With the project’s scale, that translates to $250 million in opportunities, he said. (As well, SGL has committed to hire and train 250 construction workers who might otherwise not be able to work in the industry, and is facilitating bonding information programs for small businesses who might not presently qualify for surety coverage, he said.)
“This is a design-build job,” Parks said in a phone interview from the project’s 42,000 sq. ft. headquarters in Maitland, one of approximately 160 people working in the head office. Overall, once construction fully ramps up, there will be upwards of 2,000 employed on the I-4 project including “individuals on the project, designers working at various offices around the country, and individual craftsmen in the field,” he said.
The project features dynamic tolling on two new center lanes in each direction. In this model, tolls vary depending on the level of demand and traffic congestion – the idea is to set the tolls at a level to encourage traffic to move through the interstate toll lanes at 50 miles per hour.
The Express Lanes model has been used for I-95 in Miami, 595 in Ft. Lauderdale and in other US states, where there have been varying reports of success in managing congestion. In some cases, despite increasingly high tolls, the roads are still blocked at peak traffic times or when there are crashes. However, Parks and FDOT spokesperson Steve Olson says potentially high tolls should not be an extreme problem – for example, if one stretch is congested, drivers will be able to leave the toll road after the congestion, avoiding the need to pay the maximum toll for the full length of the Express Lanes.
More significantly, while the FDOT doesn’t see the toll revenue as a windfall revenue opportunity, the money will flow into the state, not the private partnership, which will be paid instead for maintaining and ensuring highway access through the 34 years following construction.
Although few would think of interstate highway construction in environmentally responsible terms, Parks and Skanska say the project in fact has been designed with sustainability in mind.
“I-4 Ultimate will be one of the first projects pursuing this certification, that it’s the largest to be doing so, and that our team is targeting Platinum certification all makes this very significant,” the company says.
Envision has five areas for points: quality of life, leadership, resource allocation, natural world and climate and risk. To achieve this standard, the contractor will apply construction best practices including reusing nearly all waste materials and balancing earthwork operations so excavated materials can retain on site. “The lifecycle thinking inherent with P3s also provide us with important points, as does using a customized version of Skanska’s environmental management system.”
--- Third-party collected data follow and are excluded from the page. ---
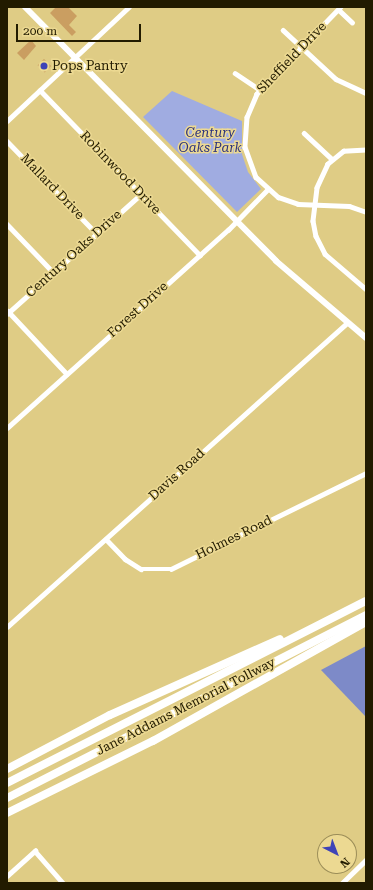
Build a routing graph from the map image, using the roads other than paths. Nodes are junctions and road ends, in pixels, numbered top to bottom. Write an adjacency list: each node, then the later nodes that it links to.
1 (25, 7): 7 (main road)
2 (129, 7): 7 (street)
3 (340, 8): 4 (street, Sheffield Drive); 6 (street, Sheffield Drive)
4 (352, 22)
5 (283, 30): 6 (street)
6 (301, 48): 10 (street, Sheffield Drive); 11 (street)
7 (75, 57): 9 (street); 21 (main road)
8 (235, 73): 10 (street)
9 (40, 90): 12 (street); 18 (street, Robinwood Drive)
10 (260, 90): 17 (street, Sheffield Drive)
11 (366, 93)
12 (7, 121)
13 (304, 134): 16 (street)
14 (7, 141): 23 (street, Mallard Drive)
15 (366, 150): 16 (street)
16 (332, 159): 19 (street)
17 (267, 190): 19 (street, Sheffield Drive); 21 (street, Forest Drive)
18 (140, 194): 23 (street, Century Oaks Drive); 24 (street, Robinwood Drive)
19 (314, 205): 20 (street, Sheffield Drive); 26 (street)
20 (366, 212)
21 (237, 221): 24 (street, Forest Drive); 28 (main road)
22 (7, 224): 25 (street)
23 (97, 234): 25 (street, Century Oaks Drive)
24 (200, 255): 30 (street, Forest Drive)
25 (53, 272): 27 (street, Century Oaks Drive)
26 (366, 289)
27 (8, 312): 30 (street)
28 (347, 323): 29 (main road); 33 (street, Davis Road)
29 (366, 338)
30 (67, 374): 31 (street, Forest Drive)
31 (7, 428)
32 (366, 473): 33 (street, Holmes Road)
33 (106, 539): 37 (street, Davis Road)
34 (366, 600): 38 (highway); 39 (highway, Jane Addams Memorial Tollway)
35 (366, 615): 40 (highway, Jane Addams Memorial Tollway)
36 (366, 622): 41 (highway)
37 (7, 627)
38 (7, 769)
39 (7, 783)
40 (7, 798)
41 (7, 813)
42 (366, 860): 45 (street)
43 (7, 876): 44 (street)
44 (64, 883)
45 (342, 883)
Parks says when the project is complete, it will be a “signature corridor” – with a “landscaping package that works out to more than a million dollars a mile, resulting in a visually appealing and more functional drive.”
Meanwhile, FDOT’s Steve Olson says the I-4 project is just the beginning of major highway improvements in central Florida. Plans are under-way for a $1.3 billion (in current dollars) roadway improvements (to the east and west of the Ultimate I-4, along with two sections to the north, extending into nearby Volusia County and four sections to the south, extending to US 27 in Polk County.
At present, this extension has been planned as six different projects, under the umbrella title: “Beyond the Ultimate” and the Project Development and Environment (PD&E) portion is in the process of being completed. Olson says FDOT hasn’t decided whether to structure the additional work under a new P3 or to build it conventionally.